The choice was purposeful. The lack of a seat back forced him upright, allowing him to face her with squared shoulders instead of letting a chair do the heavy lifting.
“Spent all my extra money coming down here. Haven’t gotten my performance fee, so I can’t afford a hotel room right now. ”
“How? You had a hit song. I still hear it all the time.”
“That’s just your algorithm. It’ll probably pop up if you played something similar or searched for Black country artists.” He hesitated. “Earlier, when I mentioned all that stuff about rights and royalties?”

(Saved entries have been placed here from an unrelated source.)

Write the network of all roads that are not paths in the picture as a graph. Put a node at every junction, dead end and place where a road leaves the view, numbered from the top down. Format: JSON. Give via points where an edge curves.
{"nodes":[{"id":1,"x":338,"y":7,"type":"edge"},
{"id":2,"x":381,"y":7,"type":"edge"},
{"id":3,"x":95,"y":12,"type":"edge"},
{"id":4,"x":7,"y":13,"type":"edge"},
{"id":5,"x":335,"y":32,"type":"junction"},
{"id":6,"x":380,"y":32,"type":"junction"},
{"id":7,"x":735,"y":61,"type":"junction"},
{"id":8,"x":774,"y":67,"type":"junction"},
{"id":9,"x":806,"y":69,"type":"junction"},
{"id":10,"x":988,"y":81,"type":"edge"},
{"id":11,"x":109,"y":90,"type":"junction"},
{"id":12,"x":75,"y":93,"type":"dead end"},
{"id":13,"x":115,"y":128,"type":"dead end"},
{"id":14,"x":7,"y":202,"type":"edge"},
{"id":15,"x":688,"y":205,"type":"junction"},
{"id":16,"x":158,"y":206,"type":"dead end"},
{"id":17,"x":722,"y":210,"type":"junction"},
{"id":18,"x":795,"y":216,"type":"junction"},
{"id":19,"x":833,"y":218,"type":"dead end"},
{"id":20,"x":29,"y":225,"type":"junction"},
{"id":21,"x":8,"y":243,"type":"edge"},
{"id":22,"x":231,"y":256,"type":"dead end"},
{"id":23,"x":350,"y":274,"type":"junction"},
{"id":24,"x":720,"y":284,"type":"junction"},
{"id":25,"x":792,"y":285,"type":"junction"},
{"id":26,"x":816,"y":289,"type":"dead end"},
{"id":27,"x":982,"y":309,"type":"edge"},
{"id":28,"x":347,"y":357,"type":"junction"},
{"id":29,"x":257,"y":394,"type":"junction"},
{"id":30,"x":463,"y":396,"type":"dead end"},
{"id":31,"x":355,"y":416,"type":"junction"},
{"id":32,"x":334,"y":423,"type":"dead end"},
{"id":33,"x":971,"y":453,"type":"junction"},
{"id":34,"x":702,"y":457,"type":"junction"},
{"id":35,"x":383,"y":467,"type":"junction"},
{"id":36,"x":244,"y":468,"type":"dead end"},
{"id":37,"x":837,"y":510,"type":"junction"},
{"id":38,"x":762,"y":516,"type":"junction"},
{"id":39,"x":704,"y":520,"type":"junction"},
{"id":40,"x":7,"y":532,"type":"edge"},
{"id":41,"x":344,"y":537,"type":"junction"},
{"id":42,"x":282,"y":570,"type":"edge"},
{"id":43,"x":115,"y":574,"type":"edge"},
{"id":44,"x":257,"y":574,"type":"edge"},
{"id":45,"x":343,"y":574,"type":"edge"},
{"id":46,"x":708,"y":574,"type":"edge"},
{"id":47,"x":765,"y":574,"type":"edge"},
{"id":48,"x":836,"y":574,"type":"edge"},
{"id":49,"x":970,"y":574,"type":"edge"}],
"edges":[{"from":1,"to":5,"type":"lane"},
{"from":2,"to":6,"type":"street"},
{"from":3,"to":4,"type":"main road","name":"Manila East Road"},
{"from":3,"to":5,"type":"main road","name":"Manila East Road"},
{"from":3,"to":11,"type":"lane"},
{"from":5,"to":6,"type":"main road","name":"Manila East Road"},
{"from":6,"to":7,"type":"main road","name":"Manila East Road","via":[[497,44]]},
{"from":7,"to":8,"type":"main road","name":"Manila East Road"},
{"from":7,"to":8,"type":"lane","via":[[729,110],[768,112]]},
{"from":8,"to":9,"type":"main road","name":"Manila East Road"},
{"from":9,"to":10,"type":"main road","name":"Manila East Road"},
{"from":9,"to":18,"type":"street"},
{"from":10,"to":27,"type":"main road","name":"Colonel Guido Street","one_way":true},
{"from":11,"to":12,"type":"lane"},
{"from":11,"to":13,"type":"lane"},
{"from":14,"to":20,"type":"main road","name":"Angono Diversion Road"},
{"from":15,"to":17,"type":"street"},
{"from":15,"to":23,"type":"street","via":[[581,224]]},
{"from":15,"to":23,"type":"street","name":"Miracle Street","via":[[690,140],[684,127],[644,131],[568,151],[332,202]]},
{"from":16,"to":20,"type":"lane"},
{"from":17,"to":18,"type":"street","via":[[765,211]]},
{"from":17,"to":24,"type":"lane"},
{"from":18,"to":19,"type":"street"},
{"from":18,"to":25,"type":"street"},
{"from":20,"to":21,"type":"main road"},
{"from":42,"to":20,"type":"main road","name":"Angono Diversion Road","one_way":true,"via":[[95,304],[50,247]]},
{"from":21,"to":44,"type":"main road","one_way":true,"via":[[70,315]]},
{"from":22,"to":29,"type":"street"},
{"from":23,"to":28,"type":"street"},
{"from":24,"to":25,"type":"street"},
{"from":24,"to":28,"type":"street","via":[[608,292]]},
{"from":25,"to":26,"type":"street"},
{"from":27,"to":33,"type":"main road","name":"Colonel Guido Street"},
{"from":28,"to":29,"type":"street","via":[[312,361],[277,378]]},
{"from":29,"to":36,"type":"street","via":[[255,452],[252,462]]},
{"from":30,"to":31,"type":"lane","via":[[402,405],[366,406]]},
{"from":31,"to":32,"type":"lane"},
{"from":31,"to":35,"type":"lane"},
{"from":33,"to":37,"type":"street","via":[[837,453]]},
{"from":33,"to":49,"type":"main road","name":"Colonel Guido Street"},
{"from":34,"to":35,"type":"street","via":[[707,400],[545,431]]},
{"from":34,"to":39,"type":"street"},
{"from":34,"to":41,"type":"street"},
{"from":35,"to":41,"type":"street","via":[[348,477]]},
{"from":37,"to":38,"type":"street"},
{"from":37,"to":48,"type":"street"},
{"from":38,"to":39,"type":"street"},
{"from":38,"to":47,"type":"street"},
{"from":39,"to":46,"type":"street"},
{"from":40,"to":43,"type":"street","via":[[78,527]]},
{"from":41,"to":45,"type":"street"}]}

She nodded, and he watched the memory of their argument cool her expression. Good. Maybe she’d stop looking like she was two seconds from pulling him into her arms.
“They didn’t teach us any of that on Country Star ,” he said.
“It was all voice lessons and branding. How to be a guy who looks good on TV.” He dipped his head and pushed the memory of the stage away, how bright and blinding it was.
That was how they wanted him. Shiny, bright, and blinded.
“I signed everything they put in front of me. Didn’t read a lick of it. ”
“You were only seventeen.”
“Eighteen by the time the show was over,” Luke corrected her.
“Old enough to enter a contract. They could get away with things back then that they can’t now.
” He hadn’t realized how much he’d signed away until Charlotte’s girlfriend broke the news during their first conversation about a divorce settlement.
The record company owned nearly everything.
The rest he’d signed away to his manager.
“Delilah Simmons, a show producer, offered to manage me after I got eliminated. She knew I was desperate to stay.” He glanced at August and quickly added, “It was Ava I was avoiding.”
“This woman took advantage of you?”
Luke wasn’t sure how much he wanted to tell her.
Delilah had been the first person in Nashville to believe in him, which had made him loyal even when she’d lied to his face.
She’d negotiated large fees for herself and flat-out stolen money when he was too drunk to pay attention.
She’d booked him at venues filled with dixie chintz and rebel flags.
There was one time, early on, that she’d dropped him off for drinks with a popular DJ, and Luke spent the entire night keeping the man’s hands off his ass.
Delilah had called him later, furious. “He called you an uppity asshole.”
“Fuck that racist piece of shit,” Luke had said, or slurred more accurately, because he’d kept drinking long after the man had left. “He just wanted to fuck me.”